E-Bomb

Published February 12, 2003

| FoxNews.com

 

What Is It?

This type of electromagnetic pulse weapon is a warhead that, when exploded, emits a high-energy pulse that will fuse electrical equipment within range. E-bombs can unleash in a flash as much electrical power - 2 billion watts or more - as the Hoover Dam generates in 24 hours.

The theory behind the E-bomb was proposed in 1925 by physicist Arthur H. Compton to study atoms. His nuclear research led to an unexpected demonstration of the power and spawned a new type of weapon. In 1958, nuclear weapons designers ignited hydrogen bombs high over the Pacific Ocean. The detonations created bursts of gamma rays that, upon striking the oxygen and nitrogen in the atmosphere, released electrons that spread for hundreds of miles. Street lights were blown out in Hawaii and radio navigation was disrupted for 18 hours, as far away as Australia. The United States set out to learn how to "harden" electronics against this electromagnetic pulse (EMP) and develop EMP weapons.

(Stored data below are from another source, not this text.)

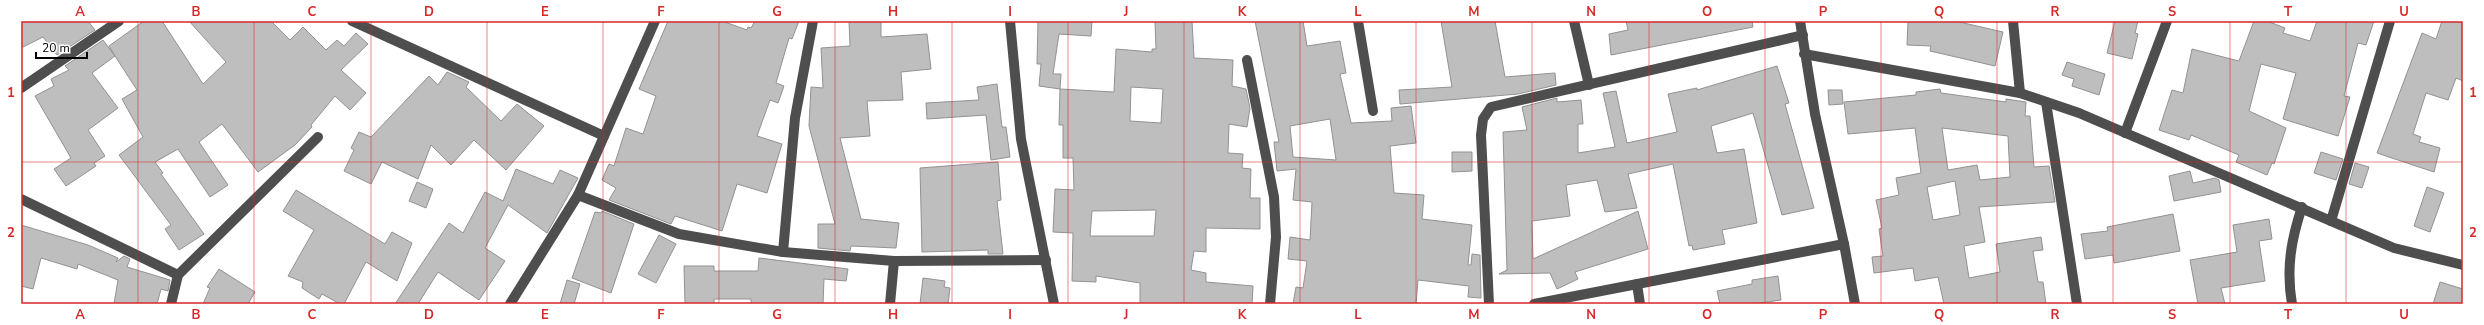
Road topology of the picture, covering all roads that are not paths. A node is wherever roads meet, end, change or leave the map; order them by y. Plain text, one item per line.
1 (119, 21) edge
2 (352, 21) edge
3 (655, 21) edge
4 (813, 21) edge
5 (1010, 21) edge
6 (1358, 21) edge
7 (1574, 21) edge
8 (1800, 21) edge
9 (2013, 21) edge
10 (2167, 21) edge
11 (2390, 21) edge
12 (1804, 35) junction
13 (1804, 54) junction
14 (1247, 60) dead end
15 (1590, 84) junction
16 (21, 88) edge
17 (2020, 93) junction
18 (2046, 102) junction
19 (1373, 111) dead end
20 (2125, 133) junction
21 (604, 136) junction
22 (318, 137) dead end
23 (578, 195) junction
24 (21, 199) edge
25 (2302, 207) junction
26 (2331, 221) junction
27 (1844, 244) junction
28 (783, 252) junction
29 (1046, 260) junction
30 (894, 261) junction
31 (2463, 265) edge
32 (178, 276) junction
33 (1637, 284) junction
34 (171, 304) edge
35 (510, 304) edge
36 (890, 304) edge
37 (1054, 304) edge
38 (1270, 304) edge
39 (1489, 304) edge
40 (1534, 304) edge
41 (1640, 304) edge
42 (1855, 304) edge
43 (2077, 304) edge
44 (2292, 304) edge

1 - 16 street
2 - 21 street
3 - 21 street
4 - 28 street
5 - 29 street
6 - 19 street
7 - 15 street
8 - 12 street
9 - 17 street
10 - 20 street
11 - 26 street
12 - 13 street
12 - 15 street
13 - 17 street
13 - 27 street
14 - 38 street
15 - 39 street
17 - 18 street
18 - 20 street
18 - 43 street
20 - 25 street
21 - 23 street
22 - 32 street
23 - 28 street
23 - 35 street
24 - 32 street
25 - 26 street
25 - 44 street
26 - 31 street
27 - 33 street
27 - 42 street
28 - 30 street
29 - 30 street
29 - 37 street
30 - 36 street
32 - 34 street
33 - 40 street
33 - 41 street

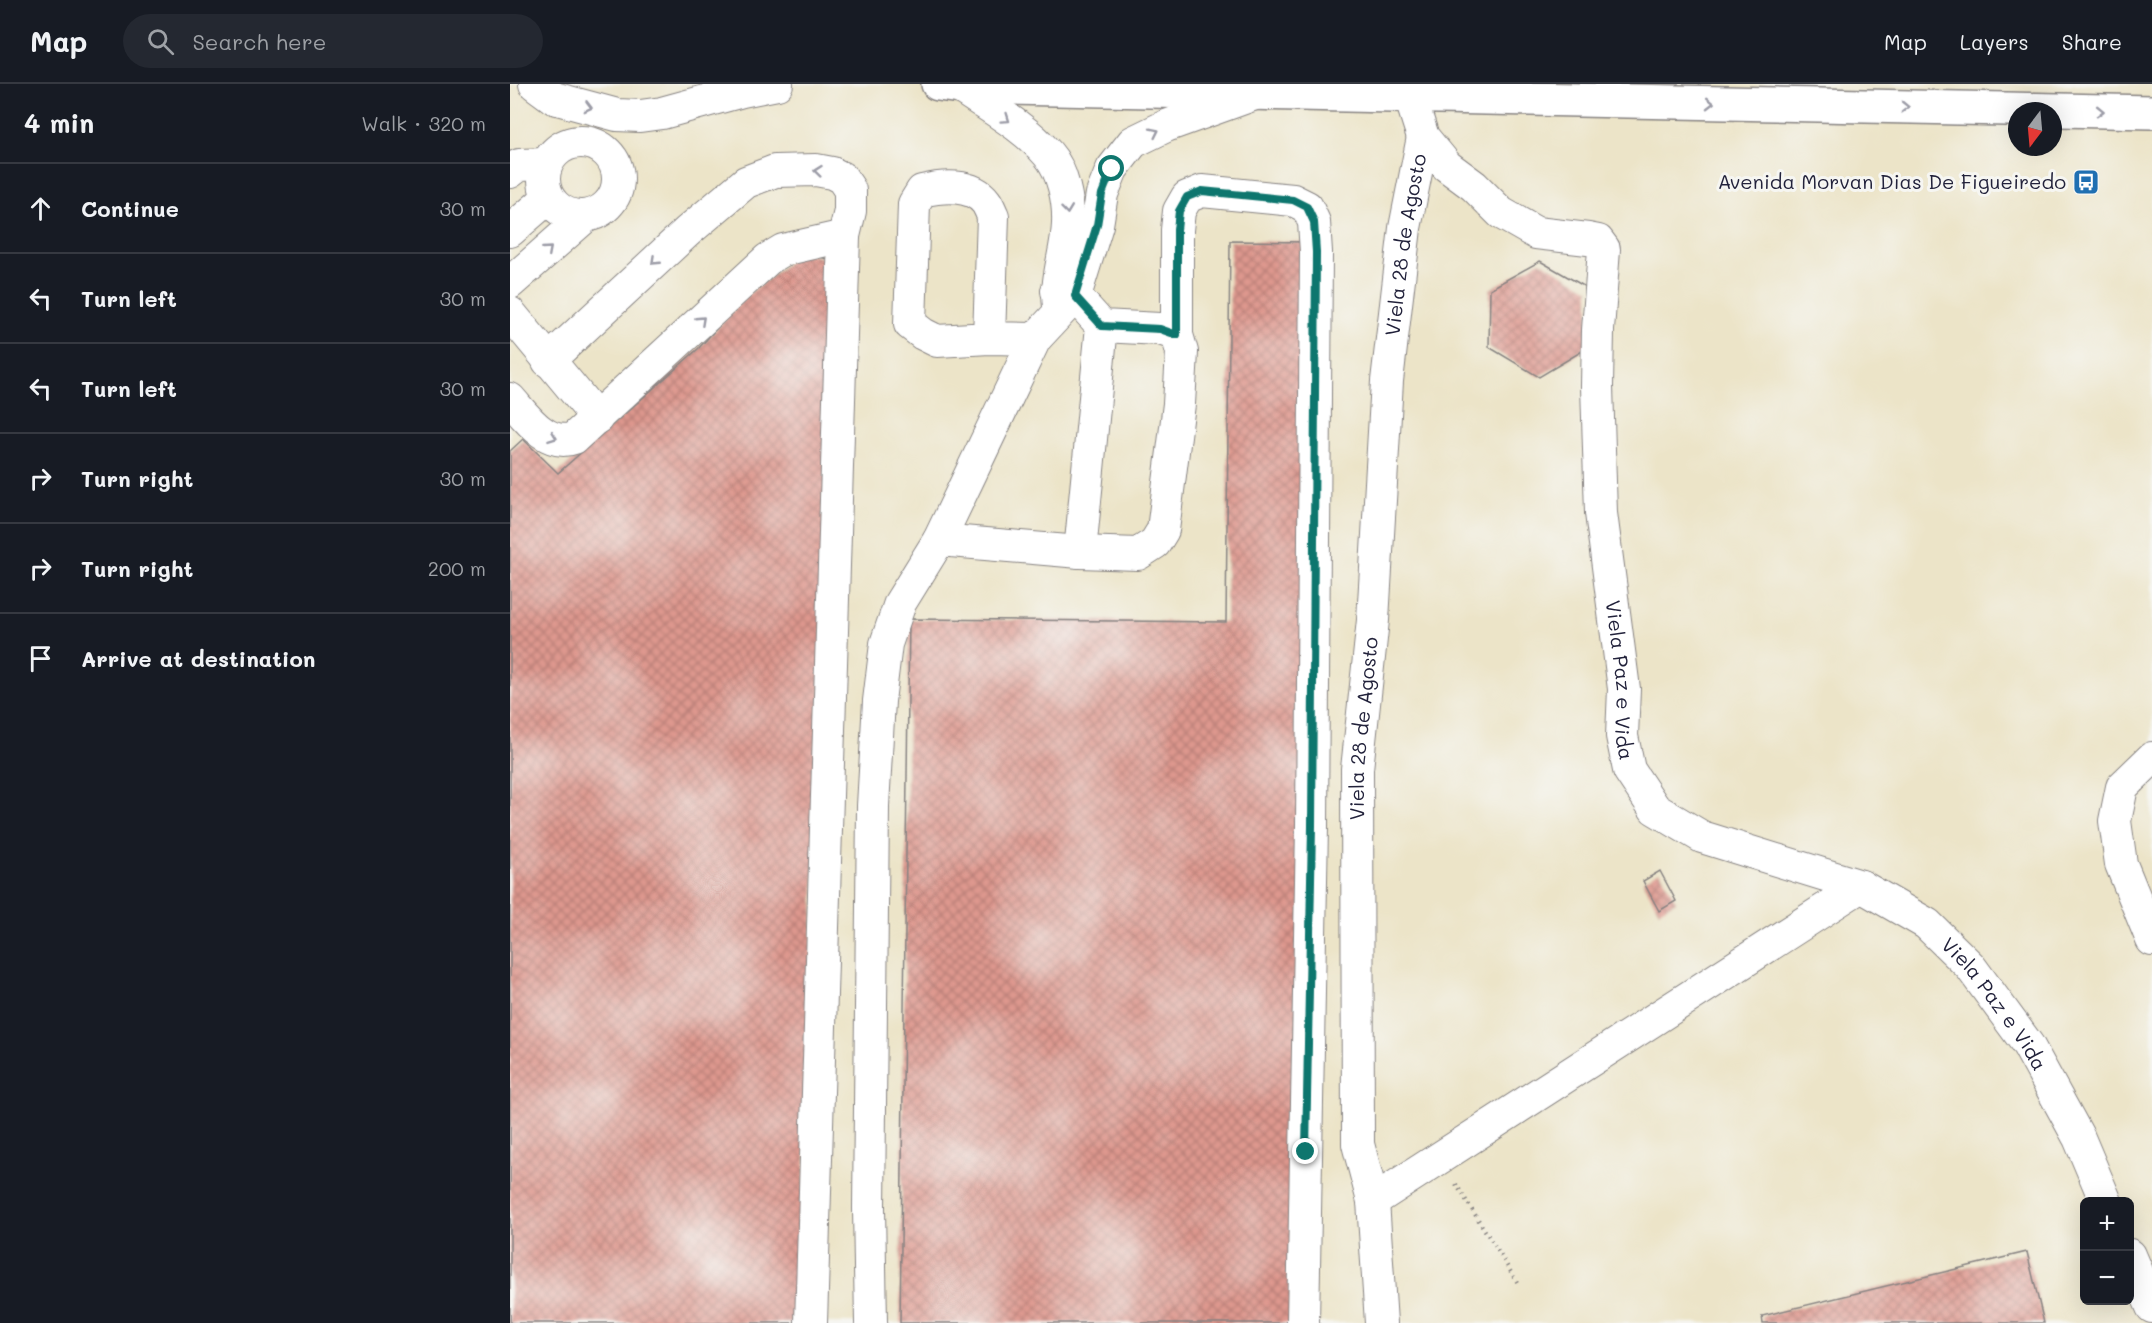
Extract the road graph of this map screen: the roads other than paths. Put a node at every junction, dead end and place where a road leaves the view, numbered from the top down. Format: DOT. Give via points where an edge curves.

British scientists at Matra Bae Dynamics developed a non-explosive artillery shell serving as an E-bomb in 2000 that could destroy electrical and electronic systems for miles.

How Is it Spread?

An "E-bomb" is delivered by a cruise missile. It can be fired from a long-range 155 mm artillery gun or MLRS rocket launcher, then its outer casing breaks open over the target. The shell or rocket unfolds its radio transmitter aerials, then the transmitter sends a high-powered radio pulse of billions of watts that lasts just a few nanoseconds. It would zap anything electronic on the ground. The high-powered microwaves (HPMs) are not emitted as a single beam but from sidelobes. It's for this reason that E-bombs are dropped mainly by cruise missiles and not manned aircraft, since the microwaves can reflect off the ground and affect pilots.

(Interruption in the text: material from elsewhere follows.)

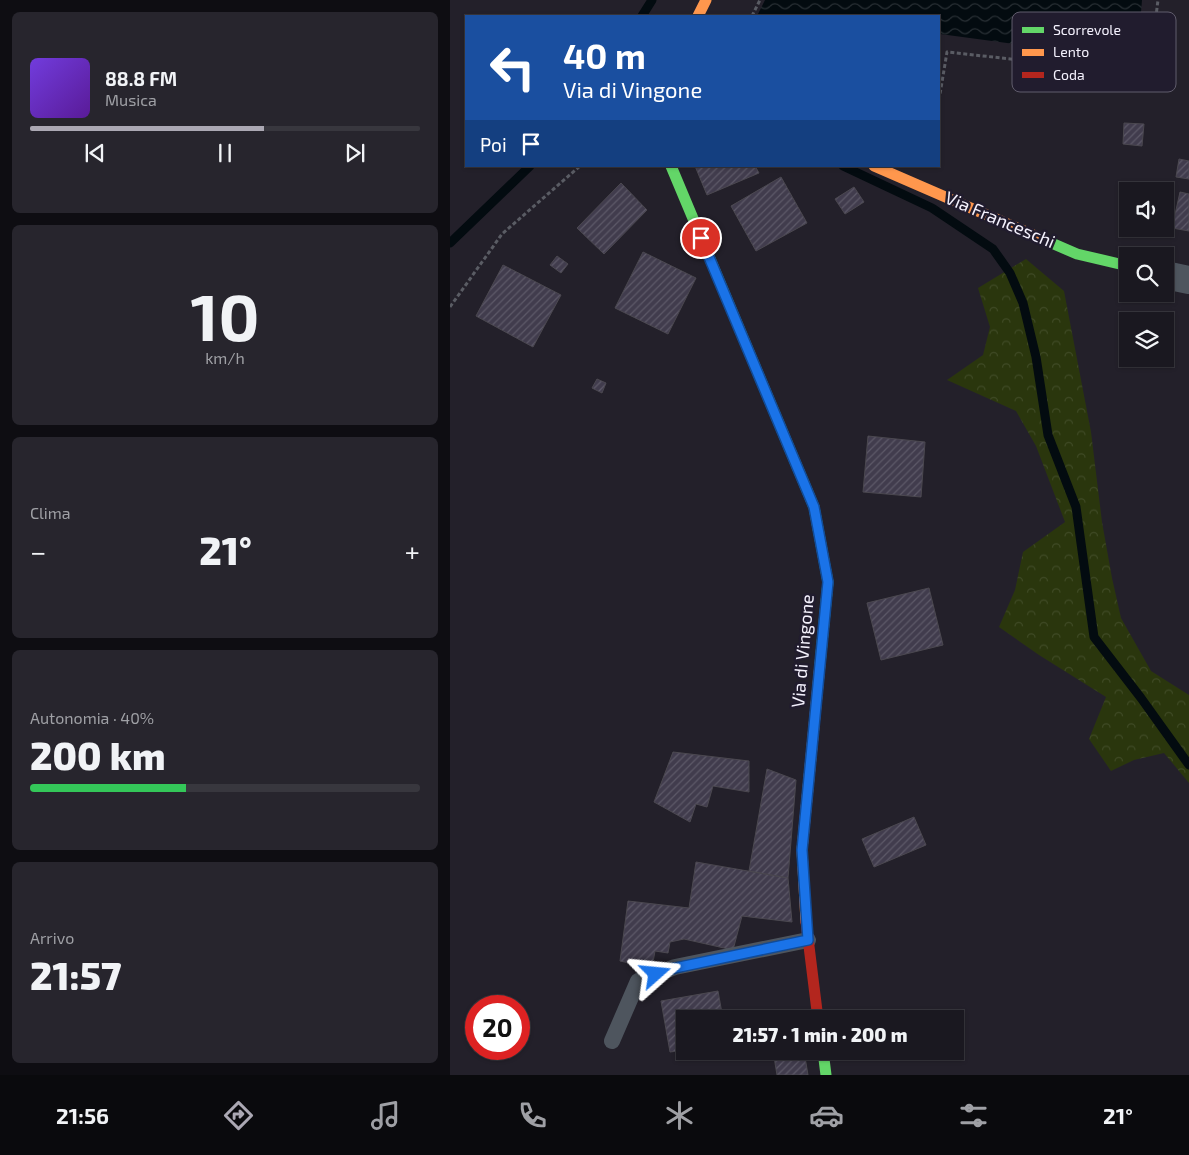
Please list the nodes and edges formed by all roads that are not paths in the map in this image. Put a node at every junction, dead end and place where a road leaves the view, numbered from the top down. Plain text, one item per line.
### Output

What Are the Symptoms of Exposure?

The E-bomb mainly affects electronic equipment. It could cripple enemy communication systems and could stop civilian infrastructures such as power plants, manufacturing, hospitals and transportation, from working. It can scramble phones and computers and knock out various facilities, and cause lights to blink out.

Fluorescent lights and television sets will glow eerily bright, even if they're turned off. Electric wires and telephone lines will melt. Portable digital devices such as Palm Pilots and MP3 players will feel warm to the touch, their batteries overloaded. Computers will be toast.

The E-bomb isn't harmful to humans, unless one is set off near a hospital or anyone wearing a pacemaker. Although testing is still ongoing to verify the effects on humans, scientists do know that if someone with any electrical implants were hit with megawatt, high-powered microwaves, the fluid in their body cells would vaporize into steam immediately before they even realized what was happening. If a person was caught in the sidelobe of a beam, or a weak reflection of the main beam off a metal surface, he or she could suffer from burns and permanent brain damage.

How Is It Treated?

If a human was directly hit by microwave beams, he or she would be treated for any burns they may have.

Who Has It?

Although it is still in the experimental phase, the United States may try to use an E-bomb to seize the Iraqi airwaves if a war is launched on that country. The E-bomb will knock out Saddam Hussein's ability to communicate with his military and the Iraq people. The hope is to keep an Iraqi army in place so that it may help keep order in a post-Saddam Iraq.

"[And], although the Pentagon prefers not to use experimental weapons on the battlefield, "the world intervenes from time to time," Defense Secretary Donald Rumsfeld said about the E-bomb.

America has remained at the forefront of EMP weapons development. Although much of this work is classified, it's believed that current efforts are based on using high-temperature superconductors to create intense magnetic fields.

In December 2002, various companies were awarded U.S. military contracts to investigate the lethality of HPM devices on target systems and the susceptibility of U.S. systems to HPM threats. They're being tested at the Air Force Research Laboratory at Kirtland Air Force base in New Mexico, as well as at locations in Virginia and California. The work should be completed by February 2005.

What worries terrorism experts is the Flux Compression Generator (FCG). It's a simple weapon, consisting of an explosives-packed tube placed inside a slightly larger copper coil. The instant before the chemical explosive is detonated, the coil is energized by a bank of capacitors, creating a magnetic field. The explosive charge detonates from the rear forward. As the tube flares outward it touches the edge of the coil, thereby creating a moving short circuit. The result is that FCGs will produce a ramping current pulse that makes a lightning bolt seem like a flashbulb.

The Indian military has studied FCG devices because it fears that Pakistan might use E-bombs against the city of Bangalore, a sort of Indian Silicon Valley.